What extracts from the Vedas I have read fall on me like the light of a higher and purer luminary, which describes a loftier course through a purer stratum,- free from particulars, simple, universal. It rises on me like the full moon after the stars have come out, wading through some far summer stratum of the sky.

The Vedant teaches how, "by forsaking religious rites," the votary may " obtain purification of mind."

One wise sentence is worth the state of Massachusetts many times over.

The Vedas contain a sensible account of God. The religion and philosophy of the Hebrews are those of a wilder and ruder tribe, wanting the civility and intellectual refinements and subtlety of the Hindoos.

Man flows at once to God as soon as the channel of purity, physical, intellectual, and moral, is open.

With the Hindoos virtue is an intellectual exercise, not a social and practical one.
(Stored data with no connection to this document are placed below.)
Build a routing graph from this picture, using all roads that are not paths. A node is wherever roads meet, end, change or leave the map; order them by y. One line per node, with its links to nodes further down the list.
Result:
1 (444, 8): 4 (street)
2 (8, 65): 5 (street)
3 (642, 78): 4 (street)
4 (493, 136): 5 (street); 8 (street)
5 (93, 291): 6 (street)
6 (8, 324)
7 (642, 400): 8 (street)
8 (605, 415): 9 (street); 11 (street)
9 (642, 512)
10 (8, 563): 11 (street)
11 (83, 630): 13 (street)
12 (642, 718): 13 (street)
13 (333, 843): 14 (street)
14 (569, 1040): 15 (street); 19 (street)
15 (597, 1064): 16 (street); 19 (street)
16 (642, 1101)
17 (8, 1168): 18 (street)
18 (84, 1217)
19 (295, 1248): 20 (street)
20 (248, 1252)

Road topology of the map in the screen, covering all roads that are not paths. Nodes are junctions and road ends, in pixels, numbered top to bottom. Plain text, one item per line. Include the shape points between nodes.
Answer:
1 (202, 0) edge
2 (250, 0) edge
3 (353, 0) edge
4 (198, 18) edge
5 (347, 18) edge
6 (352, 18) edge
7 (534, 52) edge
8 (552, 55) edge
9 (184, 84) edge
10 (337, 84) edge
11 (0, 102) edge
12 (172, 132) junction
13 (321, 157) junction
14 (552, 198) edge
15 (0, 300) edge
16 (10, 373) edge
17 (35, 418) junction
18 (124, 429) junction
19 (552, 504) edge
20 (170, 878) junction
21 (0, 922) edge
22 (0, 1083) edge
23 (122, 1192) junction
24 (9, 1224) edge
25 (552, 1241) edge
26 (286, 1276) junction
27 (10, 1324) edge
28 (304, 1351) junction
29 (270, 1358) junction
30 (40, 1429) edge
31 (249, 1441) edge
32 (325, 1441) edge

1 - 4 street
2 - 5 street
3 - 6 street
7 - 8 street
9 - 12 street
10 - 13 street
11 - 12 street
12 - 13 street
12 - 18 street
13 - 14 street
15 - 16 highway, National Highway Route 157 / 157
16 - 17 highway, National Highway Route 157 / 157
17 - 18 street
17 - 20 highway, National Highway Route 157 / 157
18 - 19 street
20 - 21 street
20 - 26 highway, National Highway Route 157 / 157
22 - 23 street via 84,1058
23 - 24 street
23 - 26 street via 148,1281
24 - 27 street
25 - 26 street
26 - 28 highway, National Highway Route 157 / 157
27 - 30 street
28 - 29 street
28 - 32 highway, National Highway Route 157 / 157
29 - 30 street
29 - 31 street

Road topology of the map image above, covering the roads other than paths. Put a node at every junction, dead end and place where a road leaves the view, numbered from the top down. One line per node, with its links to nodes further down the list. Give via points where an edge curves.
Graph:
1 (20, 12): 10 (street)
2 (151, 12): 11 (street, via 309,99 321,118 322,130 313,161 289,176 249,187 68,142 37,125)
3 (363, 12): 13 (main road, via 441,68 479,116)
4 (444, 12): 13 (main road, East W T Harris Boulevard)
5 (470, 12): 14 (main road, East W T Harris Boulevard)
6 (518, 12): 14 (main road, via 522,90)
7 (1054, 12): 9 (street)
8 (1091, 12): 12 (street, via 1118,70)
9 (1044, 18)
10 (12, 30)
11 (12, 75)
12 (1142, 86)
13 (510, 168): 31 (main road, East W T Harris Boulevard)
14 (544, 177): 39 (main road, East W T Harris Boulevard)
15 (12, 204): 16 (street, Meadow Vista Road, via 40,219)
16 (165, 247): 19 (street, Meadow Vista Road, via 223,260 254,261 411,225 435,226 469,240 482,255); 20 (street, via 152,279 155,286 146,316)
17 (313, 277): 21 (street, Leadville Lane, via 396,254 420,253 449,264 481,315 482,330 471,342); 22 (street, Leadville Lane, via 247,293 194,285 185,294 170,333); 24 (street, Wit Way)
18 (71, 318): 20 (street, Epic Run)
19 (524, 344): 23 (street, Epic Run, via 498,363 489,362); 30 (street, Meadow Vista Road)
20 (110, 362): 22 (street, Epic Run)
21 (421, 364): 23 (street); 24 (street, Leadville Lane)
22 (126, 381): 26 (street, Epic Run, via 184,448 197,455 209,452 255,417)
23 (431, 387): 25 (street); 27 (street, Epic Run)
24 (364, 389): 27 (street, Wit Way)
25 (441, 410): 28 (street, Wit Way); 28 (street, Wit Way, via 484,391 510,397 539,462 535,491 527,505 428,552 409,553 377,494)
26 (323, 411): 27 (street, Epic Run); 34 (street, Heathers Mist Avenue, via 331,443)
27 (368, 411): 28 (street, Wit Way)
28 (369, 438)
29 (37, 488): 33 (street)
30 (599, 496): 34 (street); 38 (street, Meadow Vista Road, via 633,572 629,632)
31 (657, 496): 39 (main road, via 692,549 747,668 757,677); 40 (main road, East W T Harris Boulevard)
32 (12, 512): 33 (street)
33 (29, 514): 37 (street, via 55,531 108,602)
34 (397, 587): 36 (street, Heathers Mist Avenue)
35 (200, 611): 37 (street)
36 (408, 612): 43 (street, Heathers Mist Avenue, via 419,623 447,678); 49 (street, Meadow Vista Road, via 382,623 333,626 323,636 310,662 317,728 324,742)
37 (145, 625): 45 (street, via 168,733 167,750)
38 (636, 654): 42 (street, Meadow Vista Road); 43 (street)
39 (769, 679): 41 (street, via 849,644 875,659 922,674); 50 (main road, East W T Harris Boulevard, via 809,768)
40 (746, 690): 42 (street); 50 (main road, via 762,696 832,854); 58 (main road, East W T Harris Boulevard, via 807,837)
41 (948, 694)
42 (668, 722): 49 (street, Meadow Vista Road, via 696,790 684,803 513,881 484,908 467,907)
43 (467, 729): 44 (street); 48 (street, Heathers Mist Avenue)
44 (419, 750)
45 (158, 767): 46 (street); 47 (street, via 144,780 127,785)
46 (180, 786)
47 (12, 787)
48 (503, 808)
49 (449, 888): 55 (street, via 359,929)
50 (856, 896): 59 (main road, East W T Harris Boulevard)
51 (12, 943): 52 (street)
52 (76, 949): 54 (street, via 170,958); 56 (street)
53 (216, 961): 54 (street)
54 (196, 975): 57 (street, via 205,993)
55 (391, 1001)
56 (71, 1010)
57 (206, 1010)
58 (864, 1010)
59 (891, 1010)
It is a knowing, not a doing.

I do not prefer one religion or philosophy to another. I have no sympathy with the bigotry and ignorance which make transient and partial and puerile distinctions  between one man's faith or form of faith and another's,-as Christian and heathen. I pray to be delivered from narrowness, partiality, exaggeration, bigotry. To the philosopher all sects, all nations, are alike. I like Brahma, Hari, Buddha, the Great Spirit, as well as God.